(Stored items)
□ □ □ □ □
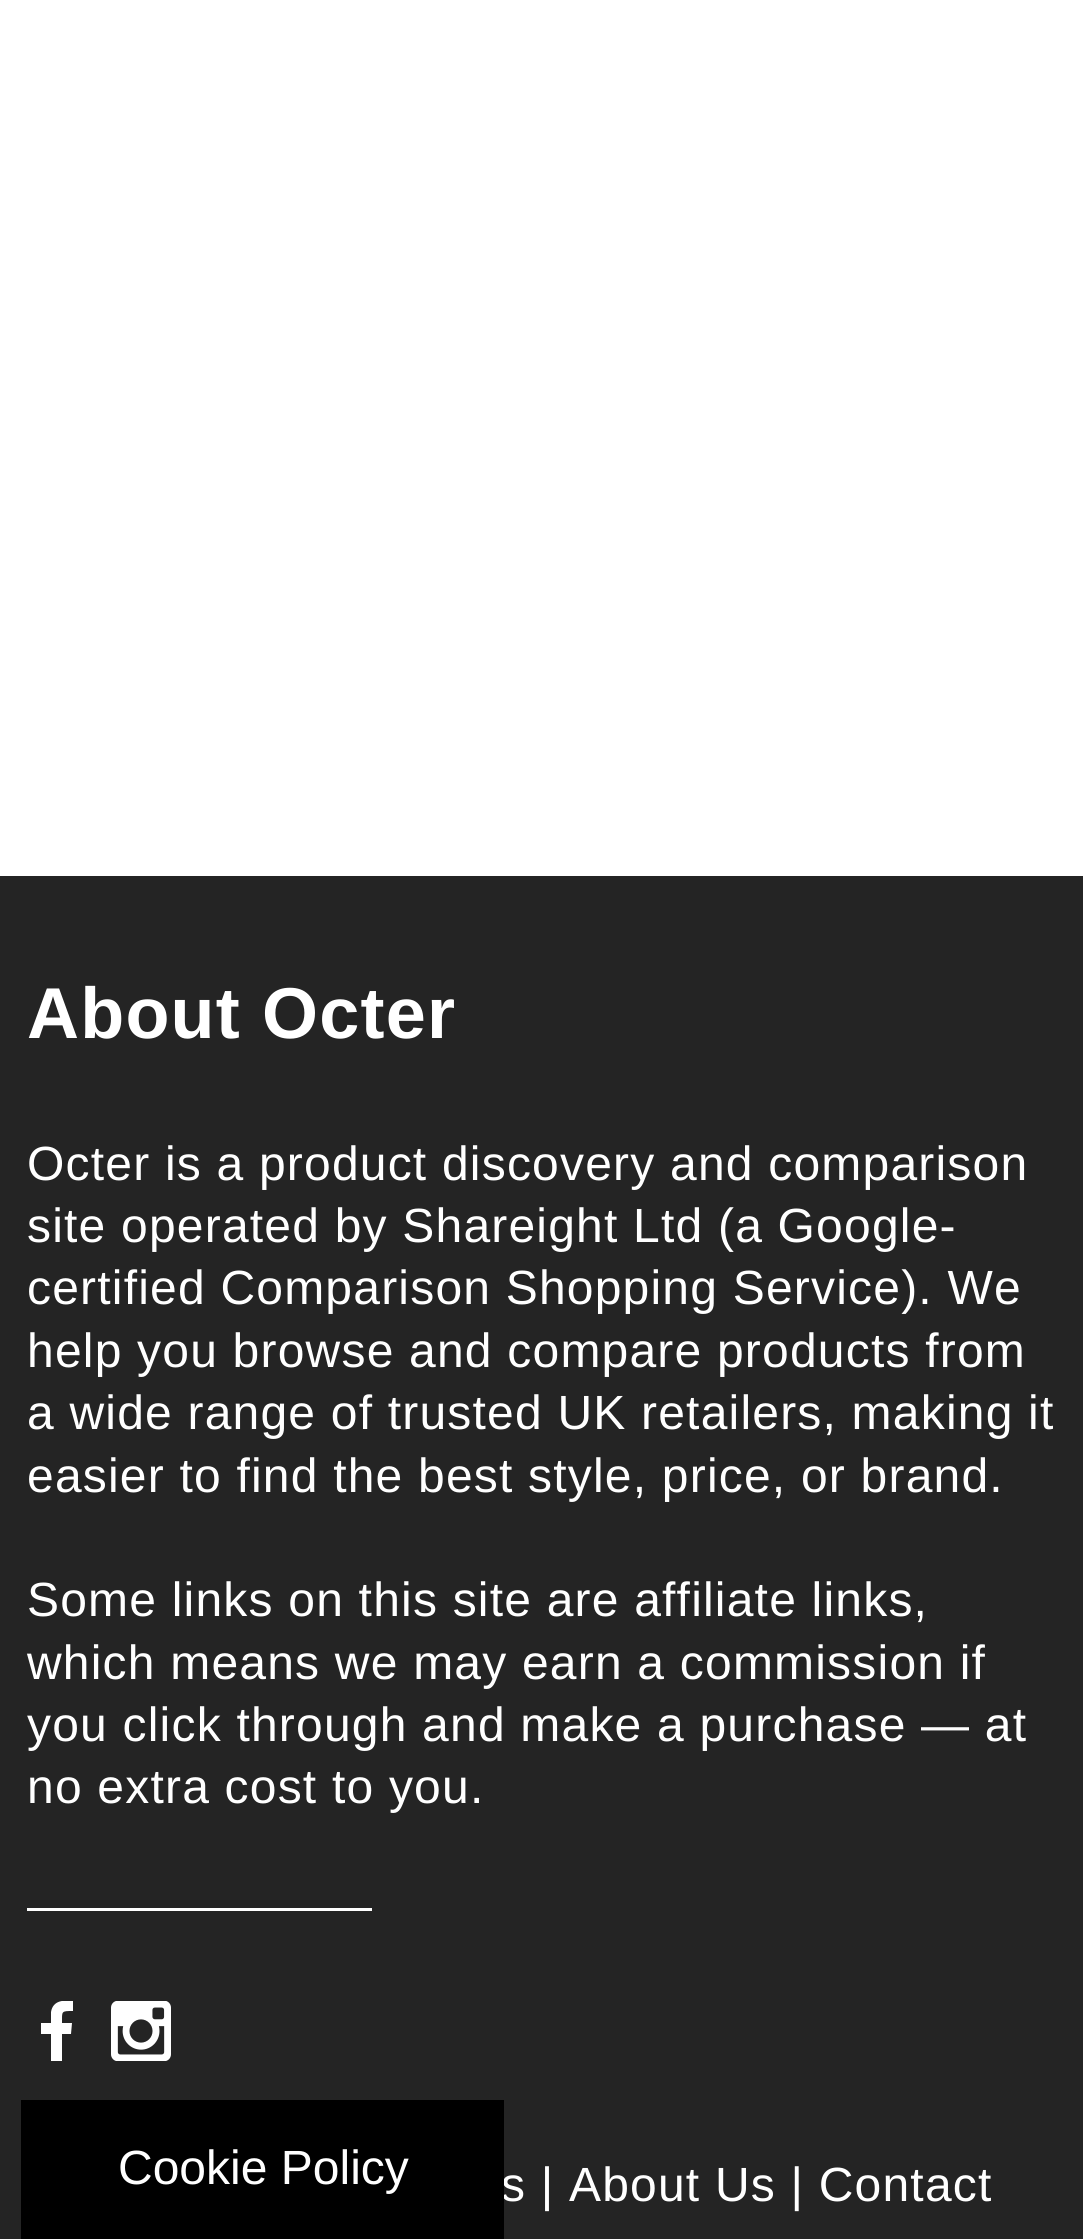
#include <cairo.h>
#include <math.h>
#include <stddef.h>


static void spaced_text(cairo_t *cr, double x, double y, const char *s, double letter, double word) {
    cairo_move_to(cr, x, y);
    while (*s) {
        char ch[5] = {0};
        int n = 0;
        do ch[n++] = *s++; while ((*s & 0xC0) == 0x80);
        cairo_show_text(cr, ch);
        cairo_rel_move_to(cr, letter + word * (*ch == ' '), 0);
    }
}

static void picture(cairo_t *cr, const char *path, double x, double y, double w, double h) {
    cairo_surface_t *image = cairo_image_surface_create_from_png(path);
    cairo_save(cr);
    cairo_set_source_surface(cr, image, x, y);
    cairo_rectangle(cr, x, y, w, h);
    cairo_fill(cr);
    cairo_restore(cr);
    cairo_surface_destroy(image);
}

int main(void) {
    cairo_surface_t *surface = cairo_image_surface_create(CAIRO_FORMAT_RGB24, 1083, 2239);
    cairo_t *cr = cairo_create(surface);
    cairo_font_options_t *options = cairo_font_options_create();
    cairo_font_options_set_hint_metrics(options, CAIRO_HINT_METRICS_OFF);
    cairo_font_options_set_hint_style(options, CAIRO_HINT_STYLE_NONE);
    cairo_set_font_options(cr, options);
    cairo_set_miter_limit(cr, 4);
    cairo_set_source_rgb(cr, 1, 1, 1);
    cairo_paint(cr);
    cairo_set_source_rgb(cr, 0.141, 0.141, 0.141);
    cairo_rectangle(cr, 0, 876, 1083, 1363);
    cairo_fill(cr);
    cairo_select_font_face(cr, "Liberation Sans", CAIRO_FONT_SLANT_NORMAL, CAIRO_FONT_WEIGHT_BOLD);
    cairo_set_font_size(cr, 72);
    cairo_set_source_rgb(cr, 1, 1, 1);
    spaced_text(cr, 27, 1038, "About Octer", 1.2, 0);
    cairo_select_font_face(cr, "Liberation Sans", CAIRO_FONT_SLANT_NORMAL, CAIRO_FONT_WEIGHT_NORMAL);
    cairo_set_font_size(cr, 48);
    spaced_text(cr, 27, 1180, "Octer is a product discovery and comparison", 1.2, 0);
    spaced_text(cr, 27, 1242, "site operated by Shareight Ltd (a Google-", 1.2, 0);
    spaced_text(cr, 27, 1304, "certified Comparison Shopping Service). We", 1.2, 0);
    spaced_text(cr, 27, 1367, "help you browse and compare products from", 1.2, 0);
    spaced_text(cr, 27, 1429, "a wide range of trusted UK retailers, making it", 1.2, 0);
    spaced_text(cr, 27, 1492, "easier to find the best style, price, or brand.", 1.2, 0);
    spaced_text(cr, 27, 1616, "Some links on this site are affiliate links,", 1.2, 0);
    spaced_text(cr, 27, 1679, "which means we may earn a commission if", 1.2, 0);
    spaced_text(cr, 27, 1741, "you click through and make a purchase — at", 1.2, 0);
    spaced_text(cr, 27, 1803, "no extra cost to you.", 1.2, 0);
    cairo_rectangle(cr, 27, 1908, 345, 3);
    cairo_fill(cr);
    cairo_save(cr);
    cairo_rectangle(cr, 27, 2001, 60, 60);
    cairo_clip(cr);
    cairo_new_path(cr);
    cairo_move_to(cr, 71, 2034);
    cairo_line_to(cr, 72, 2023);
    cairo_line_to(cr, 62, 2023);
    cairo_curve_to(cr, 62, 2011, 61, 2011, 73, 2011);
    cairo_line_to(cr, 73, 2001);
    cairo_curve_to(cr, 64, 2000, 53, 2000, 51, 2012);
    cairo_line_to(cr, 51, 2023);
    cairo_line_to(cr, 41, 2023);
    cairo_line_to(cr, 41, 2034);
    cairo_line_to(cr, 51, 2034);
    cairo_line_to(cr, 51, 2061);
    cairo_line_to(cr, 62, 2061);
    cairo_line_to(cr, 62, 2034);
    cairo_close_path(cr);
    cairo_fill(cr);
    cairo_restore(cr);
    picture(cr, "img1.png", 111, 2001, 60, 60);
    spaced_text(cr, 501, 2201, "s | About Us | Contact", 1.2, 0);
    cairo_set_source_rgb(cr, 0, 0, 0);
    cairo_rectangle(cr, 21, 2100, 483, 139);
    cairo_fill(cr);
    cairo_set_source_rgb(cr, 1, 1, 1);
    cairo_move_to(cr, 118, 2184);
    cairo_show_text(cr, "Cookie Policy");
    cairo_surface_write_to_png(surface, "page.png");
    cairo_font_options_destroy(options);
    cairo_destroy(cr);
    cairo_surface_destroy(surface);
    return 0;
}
□ □ □ □ □
Required action: Repeat word for word the lines above, from the first entry through the line containing "cairo_set_miter_limit(cr, 4);", with both ends kept and the pictures dropped.

Exercise answer:
#include <cairo.h>
#include <math.h>
#include <stddef.h>


static void spaced_text(cairo_t *cr, double x, double y, const char *s, double letter, double word) {
    cairo_move_to(cr, x, y);
    while (*s) {
        char ch[5] = {0};
        int n = 0;
        do ch[n++] = *s++; while ((*s & 0xC0) == 0x80);
        cairo_show_text(cr, ch);
        cairo_rel_move_to(cr, letter + word * (*ch == ' '), 0);
    }
}

static void picture(cairo_t *cr, const char *path, double x, double y, double w, double h) {
    cairo_surface_t *image = cairo_image_surface_create_from_png(path);
    cairo_save(cr);
    cairo_set_source_surface(cr, image, x, y);
    cairo_rectangle(cr, x, y, w, h);
    cairo_fill(cr);
    cairo_restore(cr);
    cairo_surface_destroy(image);
}

int main(void) {
    cairo_surface_t *surface = cairo_image_surface_create(CAIRO_FORMAT_RGB24, 1083, 2239);
    cairo_t *cr = cairo_create(surface);
    cairo_font_options_t *options = cairo_font_options_create();
    cairo_font_options_set_hint_metrics(options, CAIRO_HINT_METRICS_OFF);
    cairo_font_options_set_hint_style(options, CAIRO_HINT_STYLE_NONE);
    cairo_set_font_options(cr, options);
    cairo_set_miter_limit(cr, 4);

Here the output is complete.